Maison Margiela Couture Fall 2022 Fashion Show

Review of Maison Margiela

Fall 2022 Couture Fashion Show


Review of Maison Margiela Fall 2022 Couture Fashion Show

All the World’s a Stage

By Mark Wittmer

Continuing to eschew traditional notions of what a fashion show is and can be, Maison Margiela and creative director John Galliano use the language of couture craftsmanship to develop a momentous and groundbreaking creative spectacle.

Fall 2022 couture marks the first in-person show for Maison Margiela since before the pandemic, during which time Galliano opted for artistic and intricately produced film presentations, allowing him to explore a wider creative world than the runway alone by incorporating disciplines of dance, poetry, music, and more. The ostensibly inevitable return to the runway thus seems to present both a challenge and an opportunity, forcing the designer to rein in his expansive artistic ambitions while allowing them to form a more sharply honed fashion statement than ever before.

And yet, the runway still hasn’t returned.

Instead, Galliano translated his synthesis of film and fashion into a sort of experimental live theater production: not a runway, but a stage.
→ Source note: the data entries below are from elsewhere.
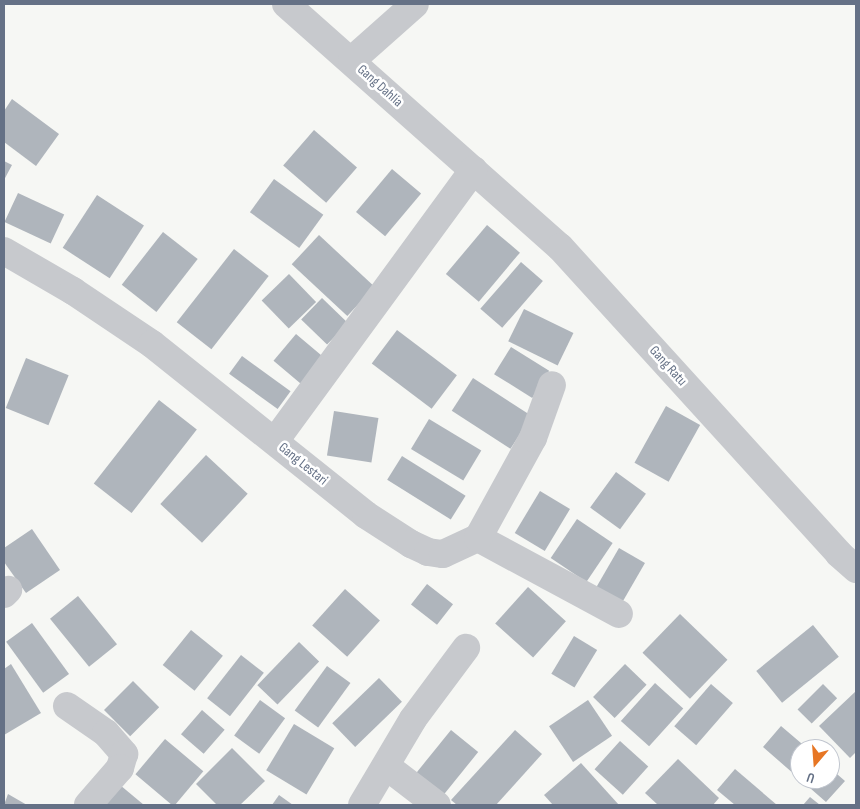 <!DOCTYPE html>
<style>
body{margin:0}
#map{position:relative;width:860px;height:809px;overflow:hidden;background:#f6f7f4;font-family:"Sofia Sans Condensed",sans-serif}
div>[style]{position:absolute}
.building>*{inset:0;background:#afb5bc;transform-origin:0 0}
.street>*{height:28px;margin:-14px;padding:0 14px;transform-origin:14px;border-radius:14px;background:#c7c9cd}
span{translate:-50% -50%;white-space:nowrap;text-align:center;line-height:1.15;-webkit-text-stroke:5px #fff;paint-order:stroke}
.street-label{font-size:14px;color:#657186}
.frame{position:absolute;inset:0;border:5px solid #657186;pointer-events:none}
.north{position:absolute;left:790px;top:739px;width:50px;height:50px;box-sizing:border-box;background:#fff;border:1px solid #c1c6cf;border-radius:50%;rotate:198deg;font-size:14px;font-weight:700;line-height:20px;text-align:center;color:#657186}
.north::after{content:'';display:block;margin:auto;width:18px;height:22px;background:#e77624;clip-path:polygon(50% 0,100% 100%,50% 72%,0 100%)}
</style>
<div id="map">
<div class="building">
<i style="clip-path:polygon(12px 99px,59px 134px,36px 166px,4px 142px,4px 111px)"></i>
<i style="left:314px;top:130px;width:57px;height:47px;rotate:41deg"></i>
<i style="clip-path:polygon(4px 161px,12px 165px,4px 180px)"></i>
<i style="left:392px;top:169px;width:38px;height:56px;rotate:40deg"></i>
<i style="left:274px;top:179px;width:61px;height:41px;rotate:36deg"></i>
<i style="left:18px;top:193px;width:51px;height:32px;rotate:25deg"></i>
<i style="left:97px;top:195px;width:56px;height:63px;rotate:33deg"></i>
<i style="left:487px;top:225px;width:43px;height:64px;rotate:40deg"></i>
<i style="left:163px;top:232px;width:44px;height:67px;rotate:38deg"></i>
<i style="left:319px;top:235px;width:76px;height:40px;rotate:43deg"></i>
<i style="left:234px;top:249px;width:44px;height:93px;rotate:38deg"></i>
<i style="left:521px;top:262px;width:29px;height:62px;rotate:41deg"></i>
<i style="left:289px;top:274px;width:39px;height:38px;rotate:46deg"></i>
<i style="left:322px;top:298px;width:36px;height:30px;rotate:44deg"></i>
<i style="left:524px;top:309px;width:55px;height:36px;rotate:26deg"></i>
<i style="left:397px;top:330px;width:75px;height:42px;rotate:37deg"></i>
<i style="left:296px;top:334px;width:43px;height:35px;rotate:40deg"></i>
<i style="left:511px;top:347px;width:45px;height:32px;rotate:32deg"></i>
<i style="left:242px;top:356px;width:60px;height:22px;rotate:36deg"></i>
<i style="left:26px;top:358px;width:46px;height:54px;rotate:22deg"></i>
<i style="left:473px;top:378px;width:70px;height:39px;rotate:33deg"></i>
<i style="left:159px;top:400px;width:48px;height:106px;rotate:38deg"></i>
<i style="left:666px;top:406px;width:39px;height:65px;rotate:29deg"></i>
<i style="left:334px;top:411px;width:45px;height:45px;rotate:9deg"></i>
<i style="left:429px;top:419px;width:61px;height:35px;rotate:31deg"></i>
<i style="left:206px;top:455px;width:57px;height:67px;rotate:43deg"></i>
<i style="left:402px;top:456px;width:75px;height:28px;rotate:32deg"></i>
<i style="left:616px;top:472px;width:37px;height:44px;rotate:36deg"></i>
<i style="left:540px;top:491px;width:35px;height:49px;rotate:31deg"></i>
<i style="left:577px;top:519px;width:43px;height:47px;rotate:34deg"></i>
<i style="clip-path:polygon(32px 529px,60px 570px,26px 593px,4px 562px,4px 548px)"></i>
<i style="left:619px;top:548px;width:30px;height:48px;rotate:30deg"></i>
<i style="left:427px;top:584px;width:33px;height:26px;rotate:38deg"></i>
<i style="left:528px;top:587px;width:51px;height:49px;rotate:42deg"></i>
<i style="left:345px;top:589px;width:47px;height:49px;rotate:42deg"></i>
<i style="left:78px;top:596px;width:62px;height:36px;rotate:51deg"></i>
<i style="left:680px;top:614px;width:66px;height:54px;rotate:44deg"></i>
<i style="left:32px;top:623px;width:63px;height:32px;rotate:54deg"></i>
<i style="left:813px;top:625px;width:41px;height:73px;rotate:51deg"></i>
<i style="left:191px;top:630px;width:41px;height:45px;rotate:39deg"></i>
<i style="left:574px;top:636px;width:27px;height:44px;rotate:31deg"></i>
<i style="left:299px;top:642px;width:28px;height:60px;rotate:44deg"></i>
<i style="left:241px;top:655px;width:29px;height:55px;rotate:38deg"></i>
<i style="clip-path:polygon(11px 664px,41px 713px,4px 735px,4px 669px)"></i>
<i style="left:625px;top:664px;width:30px;height:46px;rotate:44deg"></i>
<i style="left:327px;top:666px;width:29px;height:55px;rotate:36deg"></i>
<i style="left:379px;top:678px;width:33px;height:65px;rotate:46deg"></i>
<i style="left:133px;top:681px;width:37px;height:41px;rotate:45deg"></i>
<i style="left:655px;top:683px;width:38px;height:51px;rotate:42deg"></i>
<i style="left:711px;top:684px;width:29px;height:56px;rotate:41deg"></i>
<i style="left:823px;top:684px;width:20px;height:36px;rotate:45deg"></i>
<i style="clip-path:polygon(856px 691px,856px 752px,850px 758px,819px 726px)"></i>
<i style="left:260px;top:700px;width:31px;height:44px;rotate:36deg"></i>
<i style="left:588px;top:700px;width:43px;height:47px;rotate:56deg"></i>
<i style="left:202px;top:710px;width:30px;height:32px;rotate:41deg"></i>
<i style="left:294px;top:724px;width:47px;height:54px;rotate:31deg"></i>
<i style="clip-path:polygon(781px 726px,808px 749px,800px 749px,800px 779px,830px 779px,830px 768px,845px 781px,826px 802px,763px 747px)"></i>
<i style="left:451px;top:730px;width:35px;height:60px;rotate:39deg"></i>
<i style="clip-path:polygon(515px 730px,542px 754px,496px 805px,457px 805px,451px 800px)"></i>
<i style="left:165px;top:739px;width:50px;height:46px;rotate:40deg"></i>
<i style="left:620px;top:741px;width:38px;height:38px;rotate:42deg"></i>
<i style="clip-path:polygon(232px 748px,265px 781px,240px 805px,217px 805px,196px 784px)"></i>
<i style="clip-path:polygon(678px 759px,719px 798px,713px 805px,658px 805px,645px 793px)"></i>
<i style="clip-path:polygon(581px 763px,619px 805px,553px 805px,544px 795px)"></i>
<i style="clip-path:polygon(735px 769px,777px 805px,735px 805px,717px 790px)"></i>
<i style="clip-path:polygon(120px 785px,144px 805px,102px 805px)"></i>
<i style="clip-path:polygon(8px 794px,27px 805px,4px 805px)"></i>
<i style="clip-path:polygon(279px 795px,293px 805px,272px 805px)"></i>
<i style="clip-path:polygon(810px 797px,820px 805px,803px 805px)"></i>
</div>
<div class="street">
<i style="left:286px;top:4px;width:366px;rotate:41.6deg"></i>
<i style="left:560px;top:247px;width:415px;rotate:47.7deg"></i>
<i style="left:839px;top:554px;width:23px;rotate:41deg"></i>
<i style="left:352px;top:60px;width:84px;rotate:-41.6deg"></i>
<i style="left:4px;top:251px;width:80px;rotate:30.1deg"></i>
<i style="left:73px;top:291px;width:95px;rotate:33.9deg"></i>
<i style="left:152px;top:344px;width:274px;rotate:38.6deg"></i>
<i style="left:366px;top:515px;width:54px;rotate:32.8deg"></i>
<i style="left:411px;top:544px;width:19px;rotate:25deg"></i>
<i style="left:428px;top:552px;width:15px;rotate:8deg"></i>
<i style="left:443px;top:554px;width:38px;rotate:-25deg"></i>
<i style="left:478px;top:538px;width:160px;rotate:28.3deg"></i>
<i style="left:275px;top:441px;width:336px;rotate:-53.8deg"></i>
<i style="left:478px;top:538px;width:114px;rotate:-61.2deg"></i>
<i style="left:533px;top:438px;width:56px;rotate:-70.3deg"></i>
<i style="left:4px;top:594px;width:6px;rotate:-45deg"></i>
<i style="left:67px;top:706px;width:47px;rotate:34.7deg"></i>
<i style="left:106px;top:733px;width:28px;rotate:49deg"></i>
<i style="left:124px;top:754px;width:15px;rotate:106deg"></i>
<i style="left:120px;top:768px;width:49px;rotate:130.9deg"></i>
<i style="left:386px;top:766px;width:64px;rotate:37.4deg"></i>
<i style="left:362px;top:805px;width:100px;rotate:-59.3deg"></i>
<i style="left:413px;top:719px;width:89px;rotate:-53.3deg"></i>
</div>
<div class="street-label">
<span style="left:380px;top:86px;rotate:42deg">Gang Dahlia</span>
<span style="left:668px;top:366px;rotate:48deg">Gang Ratu</span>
<span style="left:303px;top:464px;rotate:39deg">Gang Lestari</span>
</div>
<div class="frame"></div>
<div class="north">U</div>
</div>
Not a collection, but a story.

On a stage space decked with film screens that abstractly set the scene and mood through thematic imagery, models-cum-actors who lip-sync to pre-recorded dialogue embody a classic story of the American west: a pair of star-crossed lovers on the run from disapproving families and bloodthirsty outlaws. The melodramatic overacting of soapy cinema is offset by the intellectual yet fractured staging and storytelling techniques of avant-garde theater, making for an immersive yet impenetrable narrative experience.

Among all this overstimulating experimentalism, it can be easy to lose track of the ostensible purpose of the production as a showcase for fashion design, or to let the looks fade into the background as costumes. But if we do manage to focus in on the looks, we can recognize Galliano’s masterful hand as he twists, exaggerates, and deconstructs the Americana staples of his archetypal antiheroes: workwear and western wear, leather jackets of outlaws and drunken sailors, gossamer gowns of fallen southern belles.

As the walls of the narrative reality begin to tear – a creative opportunity afforded by the nearly unlimited imaginative possibilities of theater – and further vignettes unfold, other characters creep in as if through the seams of other dimensions: elegant yet ominous hospital matrons, a Halloween gathering of witches.

Though the collection and its points of reference are broad, it’s not incohesive, with the narrative-based movements of the collection as a whole becoming more apparent in the final walk as the credits roll. In a sense, it is certainly frustrating that it’s difficult to see the clothing – especially when it’s so beautifully crafted – but this mentality is a holdover from being familiar with fashion shows and expecting to see another fashion show.

This is not a fashion show – it’s something new.

John Galliano affirms himself here as neither fashion designer nor film director, but as wholly inhabiting the designation of “creative director.” He is concerned with art, with creation, and his mastery of fashion design – even if a part of us longs to focus on the clothing alone – exists to serve his wider creative vision.

That being said, this kind of narrative, artisanal presentation isn’t wholly divorced from Margiela’s history. The founding designer’s early shows famously rebuffed the ostentatious and operatic events of his time with presentations that were inscrutably artistic – recall, for example, 1998’s show that replaced models with giant marionettes.

Carrying on and reconfiguring this legacy in a way that no one else in fashion has, Galliano arrives at something that feels postmodern, eschewing categories, distinctions of sincerity and irony, and even sense for something spectacular and expressive that could not exist in any other format.

This is a huge moment – one for which people will brag about having been there – and perhaps an inflection point in the history of fashion. Maison Margiela and Galliano are on another level. If it seems strange and difficult to square with our understanding of what a fashion show is, it’s because we haven’t caught up to them yet.